Le Mandala de Brangoulo n’est pas un espace dédié aux rituels bouddhistes, mais « juste » un motif agricole et aquatique dédié à la biodiversité et aux expérimentations. Cela ne veut pas dire qu’on ne peut pas y faire, de temps en temps, une expérience mystique. Je vois souvent Mailys en contemplation méditative, immobile sur le banc qui surplombe la zone et je sais que d’autres membres du petit groupe de bénévoles qui m’accompagnent dans ce projet ressentent régulièrement la fameuse hypnose du désherbage, favorable à la connexion avec le grand tout, ou le petit rien. La joie du contact avec la terre fait évidemment partie de l’aventure. Mais il y a des intentions prosaïques, aussi.
Cet espace circulaire est occupé en son centre par une mare de 10m de diamètre et entouré d’un cercle de 50m de diamètre sur lequel alternent jeunes arbres et petites buttes. Entre la mare et le cercle extérieur, un labyrinthe d’allées et de parcelles courbes, dans lequel il est parfois un peu compliqué pour les visiteuses et visiteurs de se repérer. La lisibilité de ce qui s’y passe est meilleure après une bonne tonte des allées (merci Corinne) et progresse à mesure que la signalétique se met en place (merci Mailys).

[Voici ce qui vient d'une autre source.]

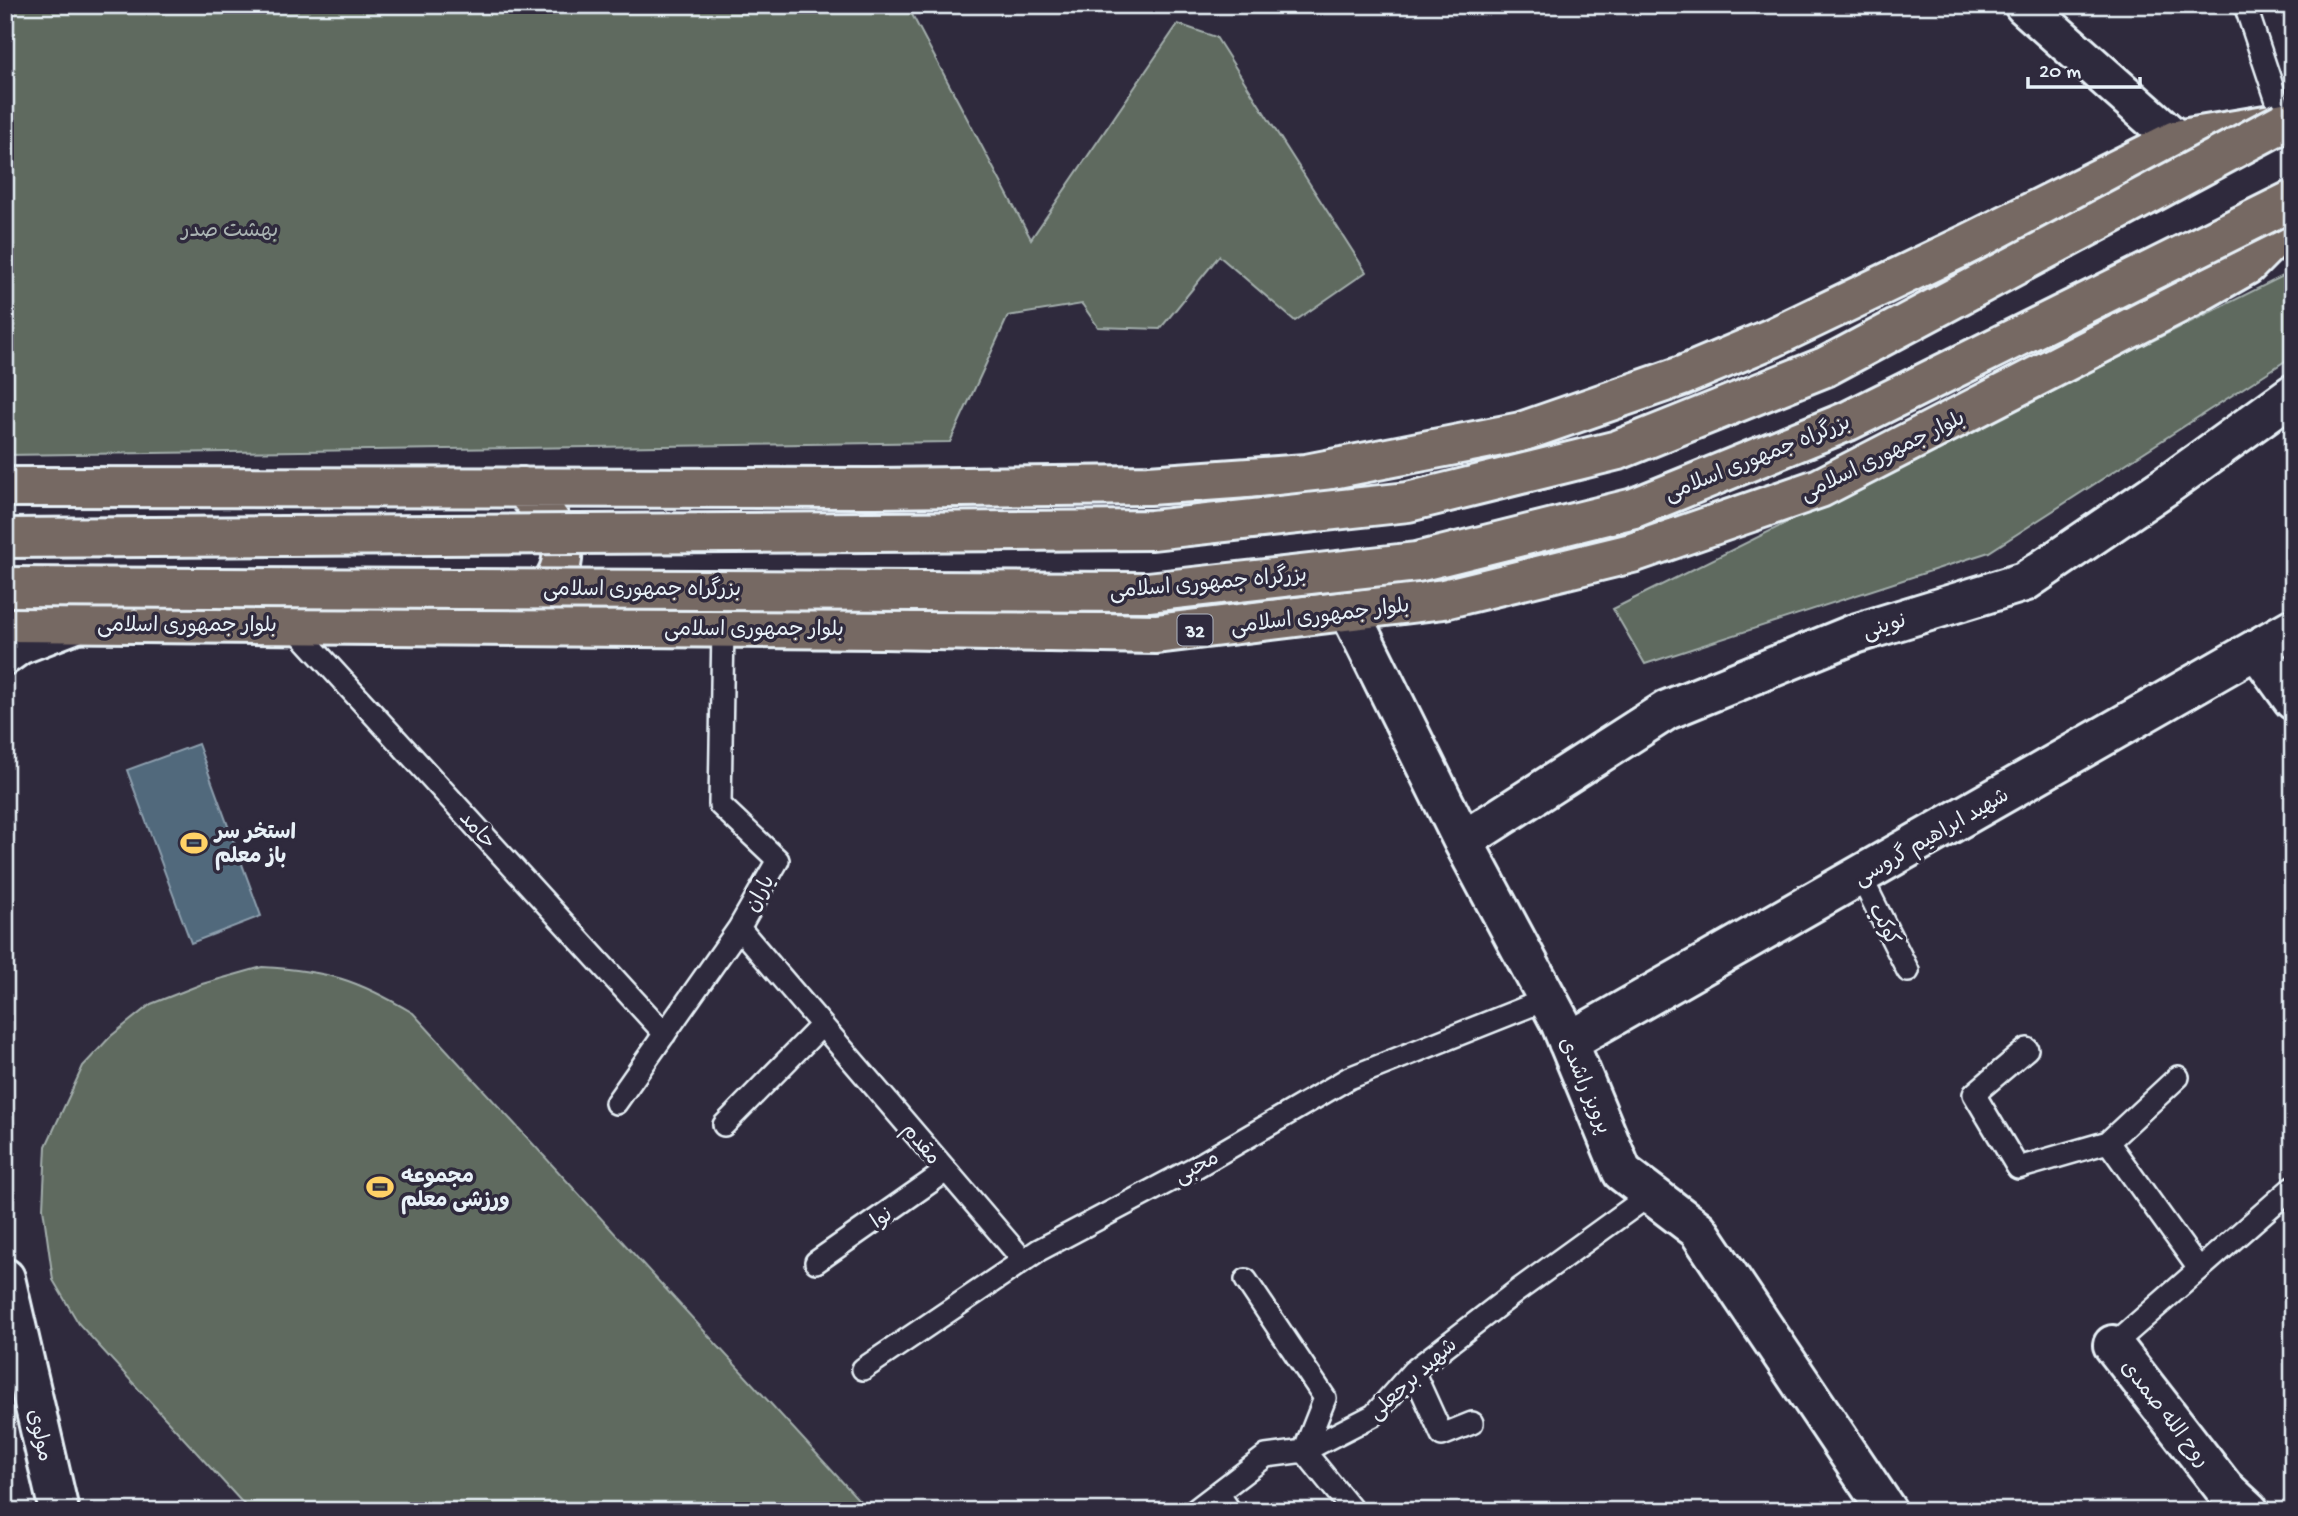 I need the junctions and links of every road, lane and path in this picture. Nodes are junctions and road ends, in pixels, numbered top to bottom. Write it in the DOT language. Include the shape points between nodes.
graph roads {
  1 [pos="2024,5"];
  2 [pos="2245,5"];
  3 [pos="2284,122"];
  4 [pos="2176,140"];
  5 [pos="2293,200"];
  6 [pos="2293,219"];
  7 [pos="2293,394"];
  8 [pos="5,487"];
  9 [pos="522,487"];
  10 [pos="5,538"];
  11 [pos="5,587"];
  12 [pos="1350,613"];
  13 [pos="5,622"];
  14 [pos="76,623"];
  15 [pos="291,624"];
  16 [pos="501,626"];
  17 [pos="723,627"];
  18 [pos="2293,628"];
  19 [pos="2256,650"];
  20 [pos="5,654"];
  21 [pos="2293,700"];
  22 [pos="1464,841"];
  23 [pos="1861,877"];
  24 [pos="739,929"];
  25 [pos="1908,971"];
  26 [pos="1547,999"];
  27 [pos="822,1026"];
  28 [pos="665,1034"];
  29 [pos="1568,1042"];
  30 [pos="2027,1049"];
  31 [pos="2178,1077"];
  32 [pos="616,1102"];
  33 [pos="723,1125"];
  34 [pos="2108,1142"];
  35 [pos="946,1171"];
  36 [pos="2293,1187"];
  37 [pos="1651,1194"];
  38 [pos="1023,1261"];
  39 [pos="816,1262"];
  40 [pos="2199,1269"];
  41 [pos="5,1278"];
  42 [pos="1246,1280"];
  43 [pos="2113,1345"];
  44 [pos="863,1369"];
  45 [pos="1413,1371"];
  46 [pos="1472,1423"];
  47 [pos="1304,1451"];
  48 [pos="1218,1493"];
  49 [pos="59,1511"];
  50 [pos="1194,1511"];
  51 [pos="1230,1511"];
  52 [pos="1353,1511"];
  53 [pos="1887,1511"];
  54 [pos="2249,1511"];
  1 -- 4 [label="street"];
  2 -- 3 [label="lane"];
  3 -- 4 [label="main road"];
  3 -- 10 [label="main road, bridge" via="1825,367 1618,450 1408,502 1152,530"];
  4 -- 9 [label="main road" via="1772,338 1682,376 1521,432 1306,474 1149,485"];
  5 -- 11 [label="main road, بزرگراه جمهوری اسلامی / 32, bridge" via="1848,421 1634,508 1417,562 1148,592"];
  6 -- 12 [label="main road, بلوار جمهوری اسلامی / 32" via="2247,265 1820,488 1632,553 1444,599"];
  7 -- 22 [label="street, نوینی" via="2024,582 1854,634 1667,710"];
  8 -- 9 [label="main road"];
  9 -- 16 [label="main road" via="551,519 564,549 560,575 530,608"];
  12 -- 17 [label="main road, بلوار جمهوری اسلامی / 32" via="1156,634"];
  12 -- 22 [label="street, پرویز راشدی"];
  13 -- 14 [label="main road, بلوار جمهوری اسلامی / 32"];
  14 -- 15 [label="main road, بلوار جمهوری اسلامی / 32"];
  14 -- 20 [label="street"];
  15 -- 16 [label="main road, بلوار جمهوری اسلامی / 32"];
  15 -- 28 [label="lane, حامد"];
  16 -- 17 [label="main road, بلوار جمهوری اسلامی / 32"];
  17 -- 24 [label="lane, یاران" via="720,805 778,860"];
  18 -- 19 [label="street, شهید ابراهیم گروسی"];
  19 -- 21 [label="street"];
  19 -- 23 [label="street, شهید ابراهیم گروسی"];
  22 -- 26 [label="street, پرویز راشدی"];
  23 -- 25 [label="lane, کوکب"];
  23 -- 29 [label="street, شهید ابراهیم گروسی"];
  24 -- 27 [label="lane, مقدم"];
  24 -- 28 [label="lane, یاران"];
  26 -- 29 [label="street, پرویز راشدی"];
  26 -- 38 [label="lane, محبی" via="1349,1078"];
  27 -- 33 [label="lane"];
  27 -- 35 [label="lane, مقدم"];
  28 -- 32 [label="lane, یاران"];
  29 -- 37 [label="street, پرویز راشدی" via="1622,1172"];
  30 -- 34 [label="lane" via="1974,1094 2018,1168"];
  31 -- 34 [label="lane"];
  34 -- 40 [label="lane"];
  35 -- 38 [label="lane, مقدم"];
  35 -- 39 [label="lane, نوا"];
  36 -- 40 [label="lane"];
  37 -- 45 [label="lane, شهید برجعلی"];
  37 -- 53 [label="street, پرویز راشدی" via="1698,1230"];
  38 -- 44 [label="lane, محبی"];
  40 -- 43 [label="lane"];
  41 -- 49 [label="street, مولوی"];
  42 -- 47 [label="lane" via="1325,1398"];
  43 -- 54 [label="street, روح الله صمدی" via="2224,1488"];
  45 -- 46 [label="lane" via="1442,1434"];
  45 -- 47 [label="lane, شهید برجعلی" via="1374,1415"];
  47 -- 48 [label="lane, شهید برجعلی" via="1266,1456"];
  47 -- 52 [label="lane"];
  48 -- 50 [label="lane, شهید برجعلی"];
  48 -- 51 [label="lane"];
}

A ce jour, plus des deux tiers de la surface sont encore sous la domination du rumex, une plante à forte racine pivot, qui pousse spontanément dans les sols assez endommagés, notamment trop compacts. Paradoxalement, le travail du sol effectué en avril 2022 sur la petite couronne n’a pas amélioré la situation, au contraire, on a fait un hachis de racines ! Or le rumex en raison de sa mission de décompactage, dispose de la capacité de se reproduire par division de racine. Nous avons donc autant de rumex dans la couronne labourée que dans la couronne qui n’a reçu aucune intervention. Une des premières dimensions de ce projet Mandala est donc d’expérimenter la coopération/cohabitation avec le rumex, en le laissant en partie faire son travail et en tentant tout de même de conduire des cultures. C’est une mission d’utilité publique car les sols endommagés sont légion et si nous arrivons en quelques années à tirer des conclusions, elles pourraient se traduire en recommandations aux jardiniers et maraîchers confrontés à la situation. Donc ici, dans le Mandala, qui n’a pas d’impératif de production « rentable », on traite le rumex non pas comme un ennemi mais comme un cohabitant incontournable et fondamentalement amical, qui devrait logiquement céder la place dès lors que nous aurons montré notre capacité à prendre soin de la vie et de la structure du sol, ou trouvé comment lui parler pour qu’il nous laisse faire le job.
En effet, les techniques de restaurations des sols passent par la cultures de mélanges de céréales et légumineuses sans intention de récolte pour les humains. Ces mélanges céréaliers d’été (sorgho, millet, sarrasin, vesce, pois) ou d’hiver (seigle, avoine, féverole, vesce, pois) savent faire le travail que fait le rumex, mais pas en présence de rumex, dont les grandes feuilles poussent si vite qu’elles occultent la lumière. Sans lumière, nos semis bénéfiques ne se développent pas, ou pas bien. Il s’agit donc soit de trouver un argument pour convaincre le rumex de nous laisser réussir une première saison de mélange, après quoi il verrait bien que sa présence n’est plus si nécessaire, soit de coloniser petit à petit l’espace qu’il occupe, en jouant sur des lisières et les interstices. Ces deux techniques sont expérimentées actuellement, ainsi que d’autres, y compris l’abstinence totale d’intervention, des fois que le rumex réparerait le sol plus vite que l’humain le mieux intentionné.
C’est aussi une expérience existentielle, ce face à face avec le « sol qui se défend ». Je tente d’aborder la difficulté autrement que dans une logique de domination, même quand les impatiences et la frustration me prennent. Passionnant, quand j’accepte l’idée qu’il faudra plusieurs années avant d’avoir le fin mot de l’histoire.